Below is an extract of my code. I use the job maestro as the example. maestro is the job that moves companies from one job to the next.
The system is implemented as a strapi plugin.


// from the run_maestro() function I call strapi.entityService.findMany and strapi.entityService.update etc.
// do I need to release the database connection after each call to strapi.entityService.findMany and strapi.entityService.update etc.?

    try {
        strapiResponse = await strapi.entityService.findMany('api::merge-job.merge-job', {
            fields: ['id', 'jobName', 'jobStatus'],
            filters: { jobName: jobName },
        });
        if (strapiResponse.length == 1) { 
            mergeJobRecord = strapiResponse[0]; 
        }
    catch (e) {
        console.log("Error in findMany mergeJobRecord e=", e);
        debugger;
    }

  if (strapiResponse.jobStatus  != "Running") {
    // Update the mergeJobRecord to Running

    // get all companies that has jobName=="maestro" and process them
    // ...

    // Update the mergeJobRecord to Finished

  }

This is how I start the cron tasks:

// config/server.ts has loads my cron-tasks.ts file that has the following code:
export default {
   maestro: {
      task: async ({ strapi }) => {
         let returnString = "";
         returnString = await strapi
            .plugin('urbalurba')
            .service('urbalurbaMergeService')
            .maestro();
      },
      options: {
         rule: '*/2 * * * *', // Every 2 minutes
         tz: 'Europe/Oslo',
      },
   }
};

// src/plugins/urbalurba/services/urbalurbaMergeService.ts
export default ({ strapi }: { strapi: Strapi }) => ({
  async maestro() {
    let returnText = await run_maestro();
    return returnText;
  }
});


I have not found the reason for the problem, but I have reduced it.

First, I discovered that database connections are automatically released. Adding the following this line to .env file: DEBUG=knex:client

Now I see that a connection has been requested and released.

Using pgadmin I can see the server connections. Here the graph shows the total, active and idle connections. When one of my jobs start, I notice a spike in the total number of connections. Interestingly, the number of idle connections follows the spike in total connections.

After a while, the total and idle connections go down again.

One situation is that my job finishes just fine, but when the next one starts the timeout for releasing the connections has not been reached. I think that the time for releasing the connections can be adjusted.

I have also found that Strapi is not following the recommendations from Knex. Strapi is using Knex which, in turn, is using tarn.js for managing the pool of connections. Reading the documentation on Knex, I found something interesting related to how the connections are released. The default value for min pool in Strapi is 2. In Knex doc it says:

Note that the default value of min is 2 only for historical reasons. It can result in problems with stale connections, despite tarn’s default idle connection timeout of 30 seconds, which is only applied when there are more than min active connections.

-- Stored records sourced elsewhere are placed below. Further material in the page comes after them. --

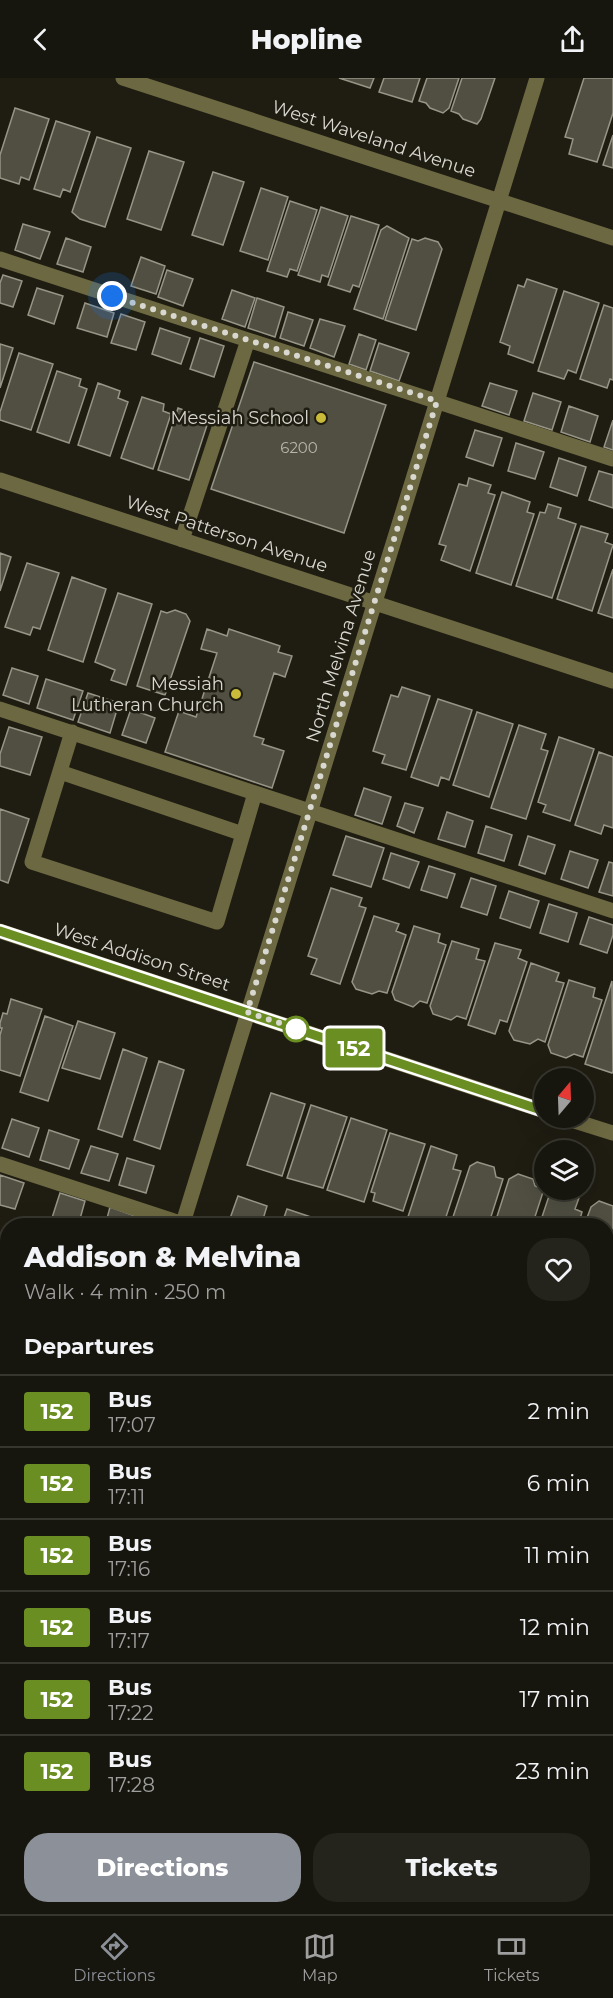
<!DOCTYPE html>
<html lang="en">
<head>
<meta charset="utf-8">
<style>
	:root { --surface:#17160e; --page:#24231c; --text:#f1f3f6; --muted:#9e9f9e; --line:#36352e; --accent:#8c9099 }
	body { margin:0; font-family:Montserrat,sans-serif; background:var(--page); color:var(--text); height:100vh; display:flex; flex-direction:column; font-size:22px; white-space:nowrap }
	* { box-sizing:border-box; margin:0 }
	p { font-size:20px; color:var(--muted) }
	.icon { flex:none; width:33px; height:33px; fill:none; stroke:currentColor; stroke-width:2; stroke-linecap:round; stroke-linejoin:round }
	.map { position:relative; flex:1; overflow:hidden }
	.details { position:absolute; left:0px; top:1140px; width:614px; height:696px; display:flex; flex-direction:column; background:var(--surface); border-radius:24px 24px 0 0; box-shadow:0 6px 24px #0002,0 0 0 2px var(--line) }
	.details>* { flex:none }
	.badge { padding:0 12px; border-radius:4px; font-size:21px; line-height:39px }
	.needle { width:39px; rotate:19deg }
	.buttons { position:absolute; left:534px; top:990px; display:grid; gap:12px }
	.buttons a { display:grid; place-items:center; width:60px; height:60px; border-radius:50%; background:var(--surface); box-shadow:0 6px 24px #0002,0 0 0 2px var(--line); font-size:30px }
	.you { position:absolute; width:30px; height:30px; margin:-15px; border:4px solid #fff; border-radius:50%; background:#1a73e8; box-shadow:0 0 0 9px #1a73e833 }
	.map>.badge { position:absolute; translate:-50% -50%; box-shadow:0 0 0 3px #fff }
	h2 { padding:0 24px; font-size:22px; line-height:54px }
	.round { display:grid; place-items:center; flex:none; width:63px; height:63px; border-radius:24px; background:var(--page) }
	.summary { display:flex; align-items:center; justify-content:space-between; height:102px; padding:0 24px }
	h1 { font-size:28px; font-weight:800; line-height:45px }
	.cta { display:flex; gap:12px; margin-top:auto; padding:12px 24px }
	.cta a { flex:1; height:69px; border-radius:24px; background:var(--accent); color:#fff; font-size:24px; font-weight:800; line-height:69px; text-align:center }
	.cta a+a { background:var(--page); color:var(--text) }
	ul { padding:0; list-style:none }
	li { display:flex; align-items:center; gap:18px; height:72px; padding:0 24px; border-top:2px solid var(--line) }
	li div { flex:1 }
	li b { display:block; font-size:22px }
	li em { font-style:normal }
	li .badge { min-width:66px; font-weight:700; text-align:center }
	header { display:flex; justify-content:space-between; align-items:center; height:78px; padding:0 24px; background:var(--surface); font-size:27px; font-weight:800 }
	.tabs { display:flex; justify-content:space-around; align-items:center; height:84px; border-top:2px solid var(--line); background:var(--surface); font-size:16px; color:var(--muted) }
	.tabs a { display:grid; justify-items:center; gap:3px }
	.tabs .active { color:var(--accent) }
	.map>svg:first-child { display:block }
</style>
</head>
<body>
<header><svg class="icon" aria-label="back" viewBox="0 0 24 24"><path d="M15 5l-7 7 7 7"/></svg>Hopline<svg class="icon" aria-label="share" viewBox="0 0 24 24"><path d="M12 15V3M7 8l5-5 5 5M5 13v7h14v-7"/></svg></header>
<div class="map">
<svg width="613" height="1836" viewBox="0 0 613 1836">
	<rect width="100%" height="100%" fill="#1f1d12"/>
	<path fill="#504f42" stroke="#969586" stroke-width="1.5" d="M339,0H374L370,10Z
		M384,0H420L412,24L379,14Z
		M427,0H459L449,30L443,35L430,30L426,25L419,23Z
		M462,0H495L481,41L477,46L463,41L459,36L451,33Z
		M584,0H613V35L597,84L569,76L573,61L565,59Z
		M15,30L49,41L29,102L21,99L19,106L0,100V77Z
		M56,43L90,54L70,114L63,111L60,119L34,111Z
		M613,57V90L603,87Z
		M97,59L131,70L105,149L80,141L72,134Z
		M149,73L184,84L161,152L127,141Z
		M213,94L244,104L223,167L192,157Z
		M261,110L288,119L268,182L240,173Z
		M290,123L317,132L297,193L290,191L287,199L267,193Z
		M321,129L348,138L328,199L322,197L320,204L298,197Z
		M351,138L379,147L359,209L353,207L350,214L328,207Z
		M23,146L50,154L40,181L15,172Z
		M387,148L409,160L383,241L354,231L381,152Z
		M66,160L91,169L83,194L57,186Z
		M425,160L438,164L442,171L416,252L385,242L412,161L418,163Z
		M141,179L165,188L156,216L131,208Z
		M167,192L193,201L183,228L158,219Z
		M3,197L22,203L13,229L0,225V205Z
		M527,201L557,211L533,285L508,276L510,268L500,264L518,207L524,209Z
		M37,210L63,218L54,246L28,237Z
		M232,212L255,220L245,249L222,241Z
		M564,213L599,225L576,295L568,292L564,301L538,293Z
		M257,220L284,229L275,259L248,250Z
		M85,225L114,235L107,259L77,250Z
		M604,227L613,230V302L610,301L607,310L580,301Z
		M288,234L313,242L304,268L280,260Z
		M121,236L145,244L136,272L111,265Z
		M320,241L345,248L334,279L310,270Z
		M160,250L190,260L181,286L152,276Z
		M359,256L376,262L366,292L349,286Z
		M200,260L224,268L214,299L190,291Z
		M379,265L409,275L399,303L370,293Z
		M0,266L13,270L0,310Z
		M19,275L53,286L31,352L0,342V334Z
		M254,284L386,327L344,455L211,411Z
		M57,293L81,301L79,308L87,311L69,365L37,354Z
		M98,305L120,313L118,320L128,324L110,378L78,367Z
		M490,305L517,313L509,337L482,328Z
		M533,315L561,324L552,352L524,343Z
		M142,319L164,326L163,333L171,336L153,391L121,380Z
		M569,328L598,338L590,364L561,354Z
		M178,330L200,338L197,344L207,347L189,402L158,392Z
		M613,342V372L604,369Z
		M475,352L502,360L493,388L466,379Z
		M516,365L544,374L535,401L508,393Z
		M559,380L586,389L577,418L550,409Z
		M599,393L613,397V430L589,422Z
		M469,400L491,407L488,415L495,417L470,493L441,482L446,468L439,466L459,406L467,408Z
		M502,414L530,424L527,434L534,436L511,507L476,495Z
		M548,426L561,430L558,440L576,446L552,520L516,508L540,434L545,435Z
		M581,448L608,456L605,464L613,467L592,533L557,521Z
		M0,475L11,479L0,513Z
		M27,485L59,495L40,551L33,549L30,557L5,549Z
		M613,491V540L598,535Z
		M72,499L106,511L83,584L48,572Z
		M118,515L152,526L126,607L111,602L115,592L95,584Z
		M175,532L186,536L190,543L165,617L137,608L161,533L167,535Z
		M207,551L227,558L229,551L280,568L278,574L292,578L285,599L274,595L254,658L264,661L262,666L284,673L272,710L165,674L179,633L196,639L217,575L201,571Z
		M12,590L38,598L29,626L3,617Z
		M46,601L83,613L73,642L37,630Z
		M402,609L430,618L406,692L382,685L385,677L373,673L391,617L398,619Z
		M88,615L119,625L110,655L78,644Z
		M438,621L472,632L449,702L441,699L438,708L411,699Z
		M131,631L155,640L146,665L122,657Z
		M477,634L513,646L489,719L453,707Z
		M519,647L546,656L541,671L548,673L526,741L491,730Z
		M9,649L42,659L30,697L0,688V676Z
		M559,659L594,671L570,743L543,734L546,727L538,724Z
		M599,674L613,679V750L604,747L601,756L575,747Z
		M364,710L391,719L382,746L355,737Z
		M405,725L423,730L414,755L397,748Z
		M0,731L29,741L8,805L0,802Z
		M447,734L473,743L465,769L438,761Z
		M486,748L512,757L504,783L478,775Z
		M346,758L384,770L371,809L333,797Z
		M528,758L555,767L545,796L519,787Z
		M570,773L598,782L588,810L561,801Z
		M391,775L419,784L409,810L383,801Z
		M609,784L613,785V818L599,814Z
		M429,788L455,796L447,820L421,812Z
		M471,800L496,808L487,837L461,829Z
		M331,810L362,820L359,828L366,830L340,906L311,896L317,881L308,878Z
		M509,813L539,823L530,850L500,840Z
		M549,826L577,835L568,864L540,855Z
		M374,838L399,846L396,853L406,857L387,915L379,913L372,916L356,911L352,904Z
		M589,839L613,847V857L607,875L580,866Z
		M414,848L440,856L438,864L446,867L427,925L420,923L413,929L395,922L392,914Z
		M452,863L479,871L476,881L485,883L466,941L457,938L451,942L433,936L430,928Z
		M495,865L521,872L518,880L527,884L507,944L500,942L495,956L468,947Z
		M531,885L559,895L556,903L564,905L545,964L538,961L530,966L514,962L509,953Z
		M569,902L595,910L593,919L602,922L583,979L574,976L566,980L551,975L548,967Z
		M612,903L613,993L612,995L585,986Z
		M11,921L42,931L20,998L0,992V957L2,950H0V945L3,935L7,936Z
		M45,938L73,948L48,1023L20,1014Z
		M78,943L115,955L100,1001L62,990Z
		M123,971L147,980L122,1059L98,1051Z
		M159,983L184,992L160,1071L134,1062Z
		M271,1015L305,1026L282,1098L247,1087Z
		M311,1027L347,1039L323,1110L287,1100Z
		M351,1040L387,1052L364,1124L327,1112Z
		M12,1041L39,1050L29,1079L2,1070Z
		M49,1052L79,1062L69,1091L40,1082Z
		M390,1055L425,1066L403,1133L373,1123L375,1115L371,1114Z
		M91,1068L118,1076L109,1103L81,1095Z
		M431,1068L457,1077L453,1091L461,1093L443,1148H405Z
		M127,1080L154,1088L146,1115L119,1107Z
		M477,1084L494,1089L496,1099L503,1101L488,1148H450L470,1088Z
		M518,1096L533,1101L535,1108L544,1111L532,1148H494L509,1101Z
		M0,1097L24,1105L15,1131L0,1127Z
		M551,1112H563L580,1117L575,1131L582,1134L578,1148H539Z
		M60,1115L85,1123L78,1148H65L51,1143Z
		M238,1118L267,1128L261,1148L228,1146Z
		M599,1123L613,1128V1178L606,1199V1148H584L591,1129Z
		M110,1129L138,1139L135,1148H105Z
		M287,1131L314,1140L312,1148H281Z
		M606,1229L613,1232V1270L606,1268Z
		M610,1370L613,1371V1442L606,1440V1378Z
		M0,1378L8,1381V1435L1,1456Z
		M0,1498L8,1501V1530L0,1528Z
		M0,1553L8,1555L0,1581Z
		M606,1578L610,1579L613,1587V1612L606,1634Z
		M606,1693L613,1695V1713L609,1724L606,1723Z
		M606,1822L613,1825V1836H594L597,1828H606Z
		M418,1828H457L455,1836H433L417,1831Z
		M464,1828H502L500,1836H461Z
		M507,1828H547L545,1836H505Z
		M552,1828H591L589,1836H549Z"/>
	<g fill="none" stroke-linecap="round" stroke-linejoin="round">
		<path stroke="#6c6841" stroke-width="15" d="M123,0L613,160
			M0,181L613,381
			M0,402L613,603
			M182,462L248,262
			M0,631L613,833
			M72,654L32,784L217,844L255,715
			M60,694L243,756
			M0,853L544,1033
			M565,1040L613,1055
			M0,1086L189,1148
			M182,1148L537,0
			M606,1284L613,1286
			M0,1309L8,1311
			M606,1508L613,1510
			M0,1534L8,1537
			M0,1732L8,1708
			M606,1733L613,1736
			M0,1758L8,1760
			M216,1828L239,1836"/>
	</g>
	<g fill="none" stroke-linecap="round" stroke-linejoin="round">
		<g stroke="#fff" stroke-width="14">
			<path id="line" d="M0,853L544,1033"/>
		</g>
		<use href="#line" stroke="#6b8e23" stroke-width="9"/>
		<path stroke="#d8d8d0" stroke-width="6" stroke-dasharray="0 10.8" d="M112,218L437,323L247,934L303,953L296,951"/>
	</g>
	<g fill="#c9ba3a" stroke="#1f1d12" stroke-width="2">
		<circle cx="321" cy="340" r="6"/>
		<circle cx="236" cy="616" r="6"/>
	</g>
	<circle fill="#fff" stroke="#6b8e23" stroke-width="3" cx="296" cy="951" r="12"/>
	<g text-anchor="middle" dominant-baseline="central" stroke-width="5" stroke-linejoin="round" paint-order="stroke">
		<g font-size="15" fill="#b6b6ac">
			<text x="299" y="369">6200</text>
		</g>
		<g font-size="18" fill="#d8d8d0" stroke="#1f1d12">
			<text transform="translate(374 61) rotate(18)">West Waveland Avenue</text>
			<text transform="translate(227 456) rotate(18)">West Patterson Avenue</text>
			<text transform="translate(341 568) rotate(-73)">North Melvina Avenue</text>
			<text transform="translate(142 879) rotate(18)">West Addison Street</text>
		</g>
		<g font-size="18" fill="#d8d8d0" stroke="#1f1d12" text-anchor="end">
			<text x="309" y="340">Messiah School</text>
			<text x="224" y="606">Messiah<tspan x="224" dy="21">Lutheran Church</tspan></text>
		</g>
	</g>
</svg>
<div class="buttons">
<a><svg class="needle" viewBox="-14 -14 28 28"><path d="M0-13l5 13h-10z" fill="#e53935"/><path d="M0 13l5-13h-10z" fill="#9e9f9e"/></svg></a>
<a><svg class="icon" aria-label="layers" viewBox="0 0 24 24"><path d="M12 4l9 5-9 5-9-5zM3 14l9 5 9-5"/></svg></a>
</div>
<div class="you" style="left:112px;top:218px"></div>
<b class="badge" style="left:354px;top:970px;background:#6b8e23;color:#fff">152</b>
<section class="details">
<div class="summary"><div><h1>Addison &amp; Melvina</h1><p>Walk · 4 min · 250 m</p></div><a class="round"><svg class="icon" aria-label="heart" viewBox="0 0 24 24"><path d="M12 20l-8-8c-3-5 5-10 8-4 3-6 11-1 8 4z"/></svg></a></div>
<h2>Departures</h2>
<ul>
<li><span class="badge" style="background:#6b8e23;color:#fff">152</span><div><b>Bus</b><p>17:07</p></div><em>2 min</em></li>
<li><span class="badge" style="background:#6b8e23;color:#fff">152</span><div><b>Bus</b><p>17:11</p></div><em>6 min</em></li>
<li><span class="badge" style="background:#6b8e23;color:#fff">152</span><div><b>Bus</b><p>17:16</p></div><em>11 min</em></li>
<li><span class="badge" style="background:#6b8e23;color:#fff">152</span><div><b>Bus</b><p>17:17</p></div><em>12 min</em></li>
<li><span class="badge" style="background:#6b8e23;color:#fff">152</span><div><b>Bus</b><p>17:22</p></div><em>17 min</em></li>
<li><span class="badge" style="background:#6b8e23;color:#fff">152</span><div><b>Bus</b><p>17:28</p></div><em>23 min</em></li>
</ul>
<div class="cta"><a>Directions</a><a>Tickets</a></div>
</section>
</div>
<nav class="tabs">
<a class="active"><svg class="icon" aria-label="directions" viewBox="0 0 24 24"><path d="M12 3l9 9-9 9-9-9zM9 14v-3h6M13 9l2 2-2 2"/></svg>Directions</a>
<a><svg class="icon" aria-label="map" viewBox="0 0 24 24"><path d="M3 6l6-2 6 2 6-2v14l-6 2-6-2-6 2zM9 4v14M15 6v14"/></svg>Map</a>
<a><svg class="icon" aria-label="tickets" viewBox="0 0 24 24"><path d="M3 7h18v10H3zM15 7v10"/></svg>Tickets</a>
</nav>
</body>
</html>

It is recommended to set min: 0 so all idle connections can be terminated.

So I have set min to 0 as recommended by Knex. And I think that Strapi probably should set min to 0 as default as well.

The other workaround I have done is to reduce the requests to the database. I’m using a table, mergeJob, to keep track of the status of cron jobs. This prevents several instances of the same job from running. This table is read into a global array variable (defined in ./config/globals.ts).
So now cron jobs just query the global array variable instead of the database.

To keep the global array variable up to date when changes are done to the mergeJob table, I have added lifecycle functions afterCreate and afterUpdate that update the global array variable.